The report concludes that the business community must take a more proactive role in preparing today’s youth to ensure that they are ready for Industry 4.0, which is characterized by the fusion of physical assets and digital technologies such as robotics, artificial intelligence, Internet of Things, digitalization and automation.

Business leaders worldwide, including in Romania, are rightly concerned that workforce will not be able to keep up with the pace and magnitude of change, as Industry 4.0 is transforming work. Bridging the skill gap and tapping into the energy and creativity of youth seems a daunting challenge and our study is rich in recommendations as to how to tackle it. This is an ongoing preoccupation at Deloitte, as we invest tens of thousands of hours and over one million euros every year in continuously training our staff and we focus our corporate social responsibilities efforts on the critical topic of education. We encourage leaders across all industries to see the Fourth Industrial Revolution as an opportunity, rather than a threat, and reap its benefits, including by rethinking their approach to attracting, recruiting, onboarding and developing talent,” said Alexandru Reff, Country Managing Partner, Deloitte Romania.
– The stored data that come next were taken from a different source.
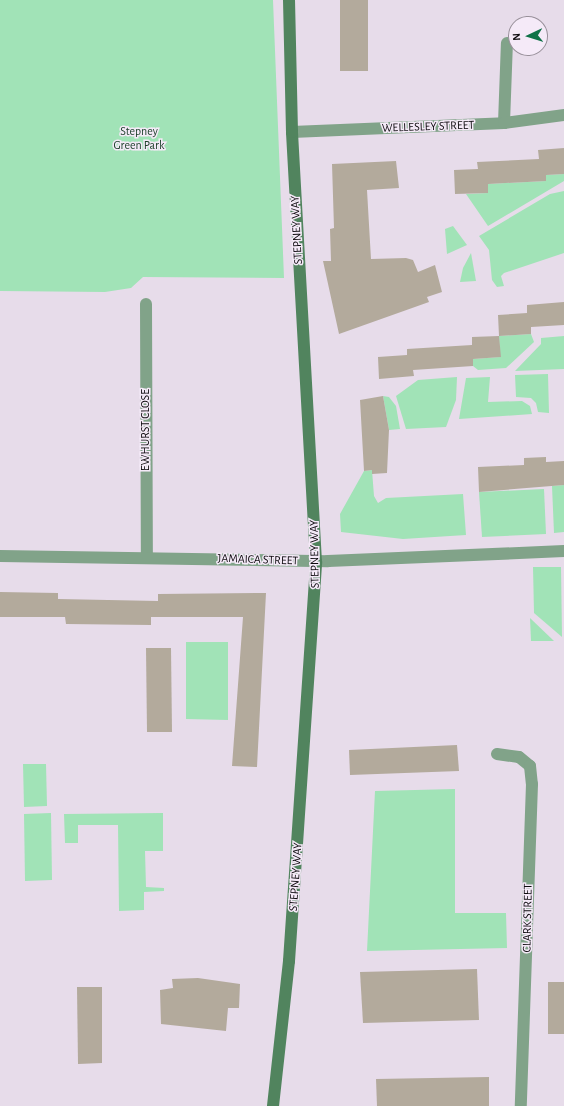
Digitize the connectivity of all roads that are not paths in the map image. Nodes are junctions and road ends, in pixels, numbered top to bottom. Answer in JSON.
{"nodes":[{"id":1,"x":289,"y":0,"type":"edge"},
{"id":2,"x":507,"y":43,"type":"dead end"},
{"id":3,"x":564,"y":115,"type":"edge"},
{"id":4,"x":504,"y":123,"type":"junction"},
{"id":5,"x":292,"y":132,"type":"junction"},
{"id":6,"x":146,"y":304,"type":"dead end"},
{"id":7,"x":564,"y":551,"type":"edge"},
{"id":8,"x":0,"y":556,"type":"edge"},
{"id":9,"x":147,"y":556,"type":"junction"},
{"id":10,"x":316,"y":562,"type":"junction"},
{"id":11,"x":497,"y":754,"type":"dead end"},
{"id":12,"x":273,"y":1106,"type":"edge"},
{"id":13,"x":521,"y":1106,"type":"edge"}],
"edges":[{"from":1,"to":5,"type":"street","name":"STEPNEY WAY"},
{"from":2,"to":4,"type":"street"},
{"from":3,"to":4,"type":"street","name":"WELLESLEY STREET"},
{"from":4,"to":5,"type":"street","name":"WELLESLEY STREET"},
{"from":5,"to":10,"type":"street","name":"STEPNEY WAY"},
{"from":6,"to":9,"type":"street","name":"EWHURST CLOSE"},
{"from":7,"to":10,"type":"street","name":"JAMAICA STREET"},
{"from":8,"to":9,"type":"street","name":"JAMAICA STREET"},
{"from":9,"to":10,"type":"street","name":"JAMAICA STREET"},
{"from":10,"to":12,"type":"street","name":"STEPNEY WAY"},
{"from":11,"to":13,"type":"street","name":"CLARK STREET"}]}
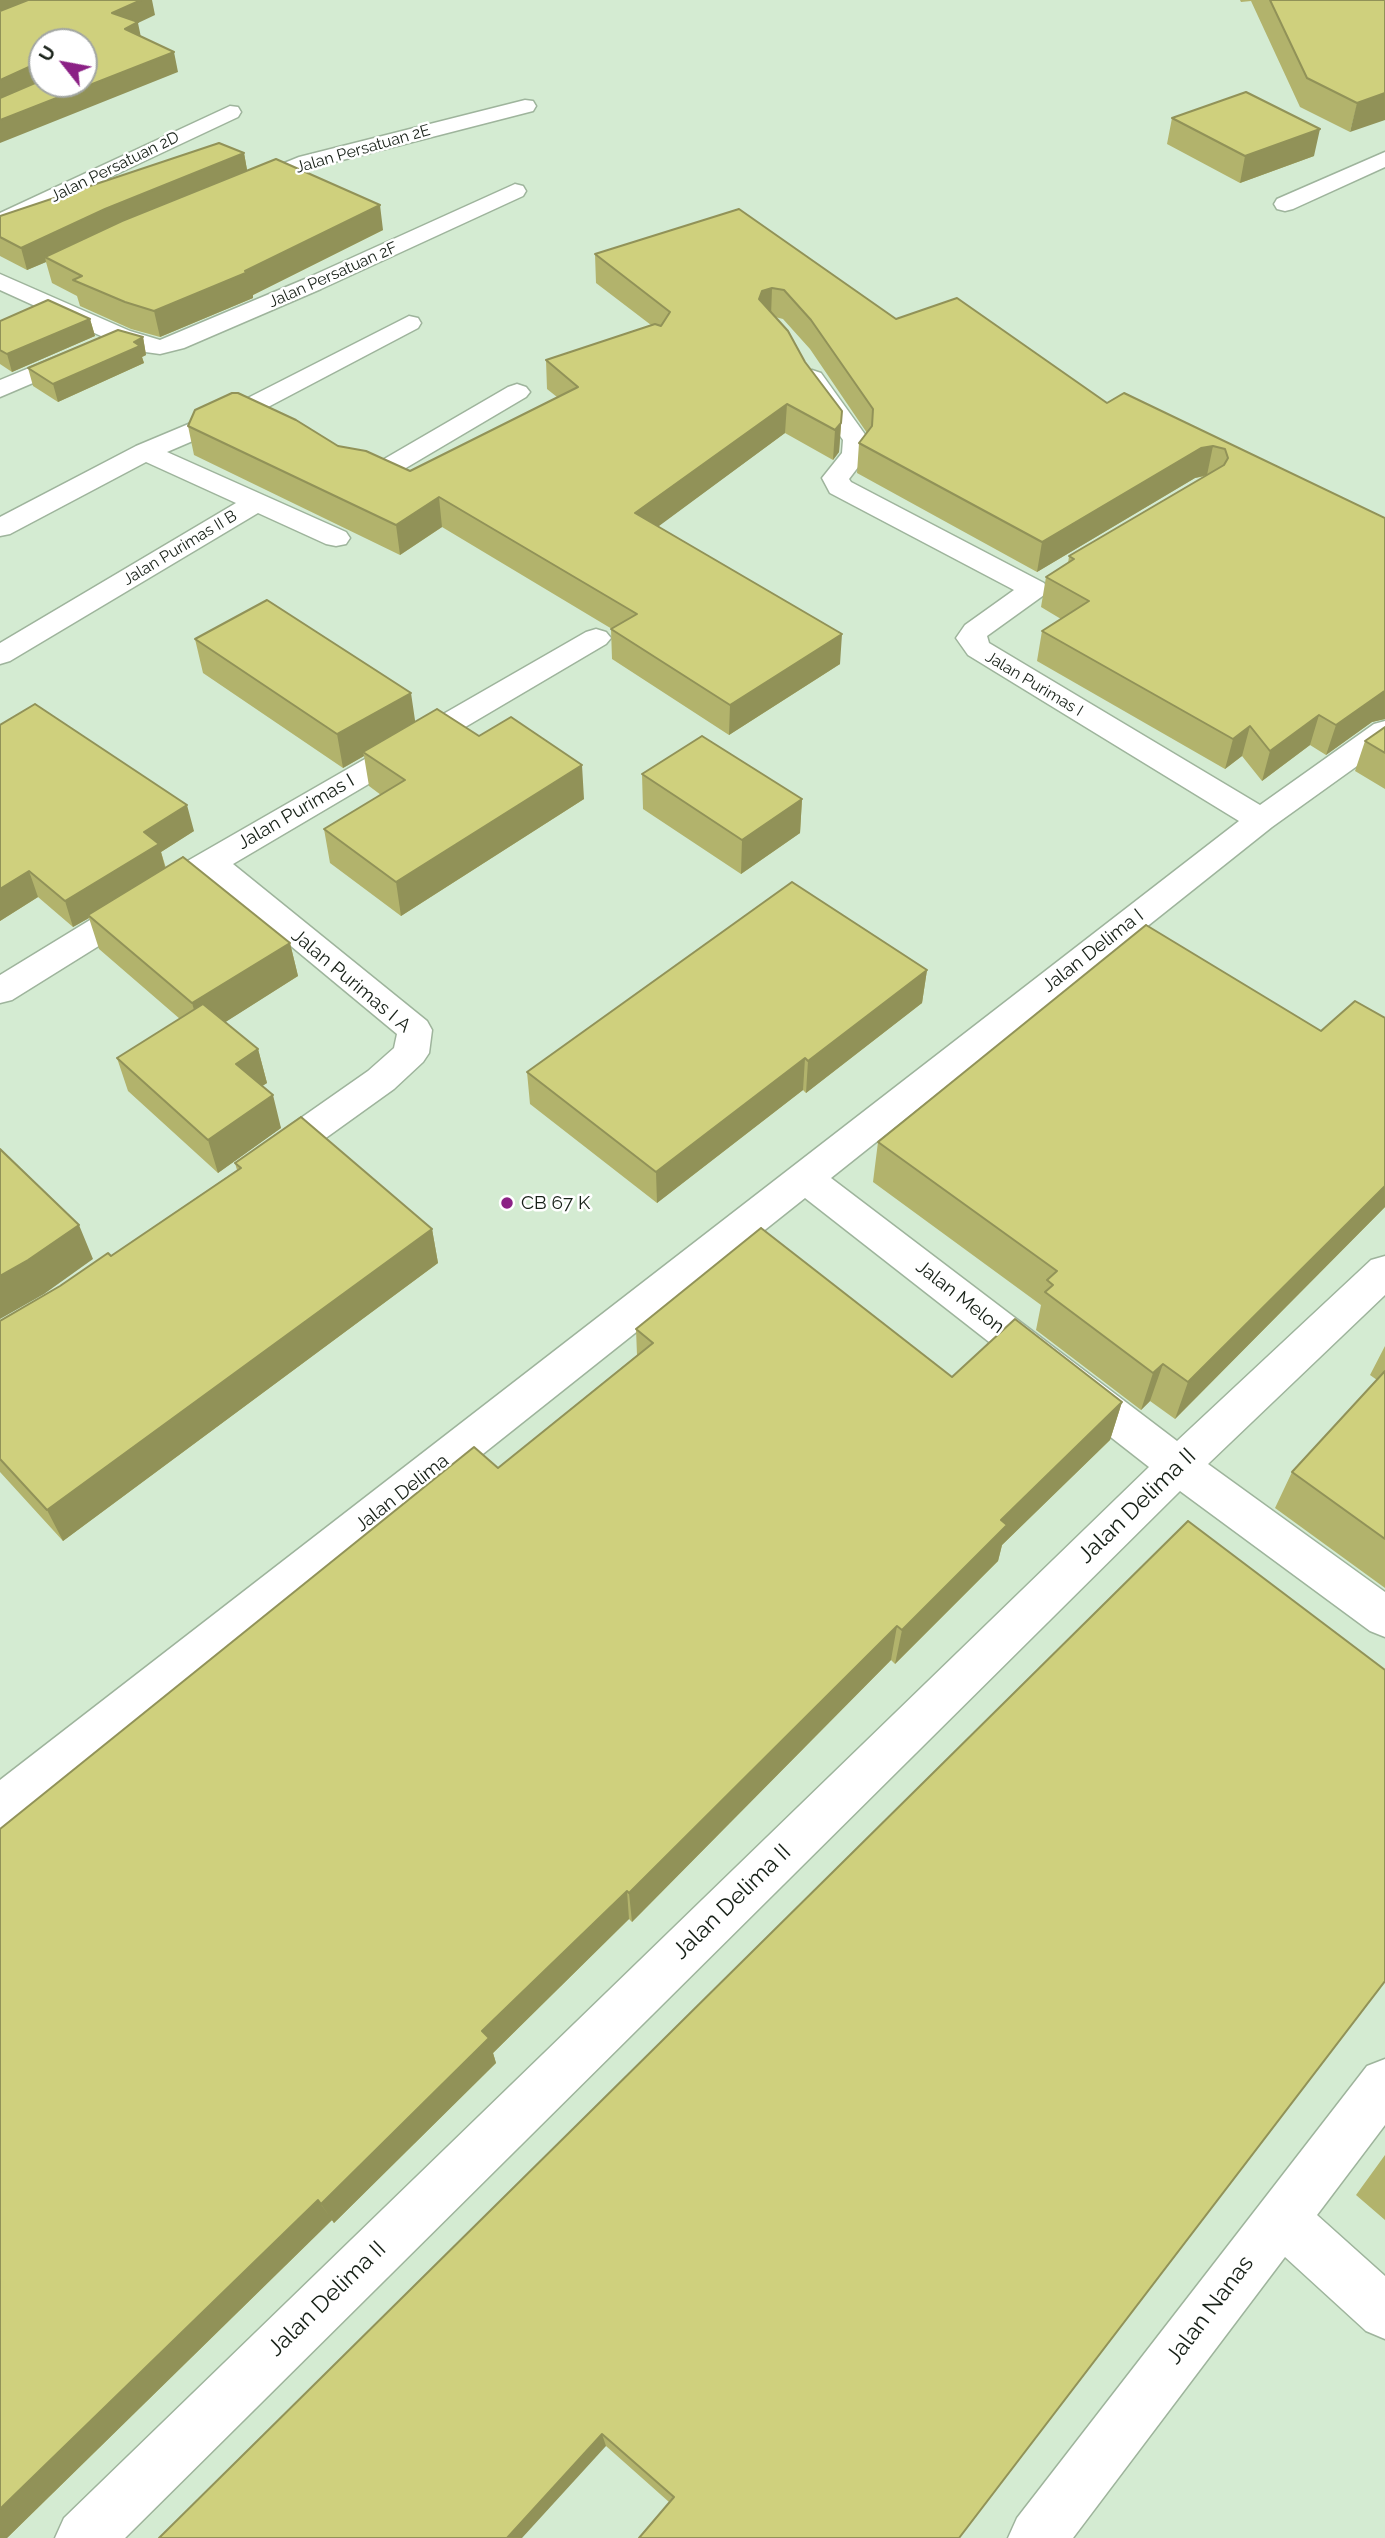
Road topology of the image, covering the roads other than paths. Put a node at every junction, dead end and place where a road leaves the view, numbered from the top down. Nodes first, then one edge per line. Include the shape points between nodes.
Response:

The research revealed four skills that will be required to succeed in the Fourth Industrial Revolution, namely workforce readiness, soft skills, technical skills and entrepreneurship, accompanied by an attitude emphasizing on continuous and lifelong learning. It also provides four key recommendations to drive change, namely aligning stakeholders’ objectives and approaches, engaging in public policy, developing strong talent strategies and investing in workforce skilling.

The report is based on input from youth aged between 15 and 29 from 45 countries, representatives throughout the business community and NGOs, think tanks and academia.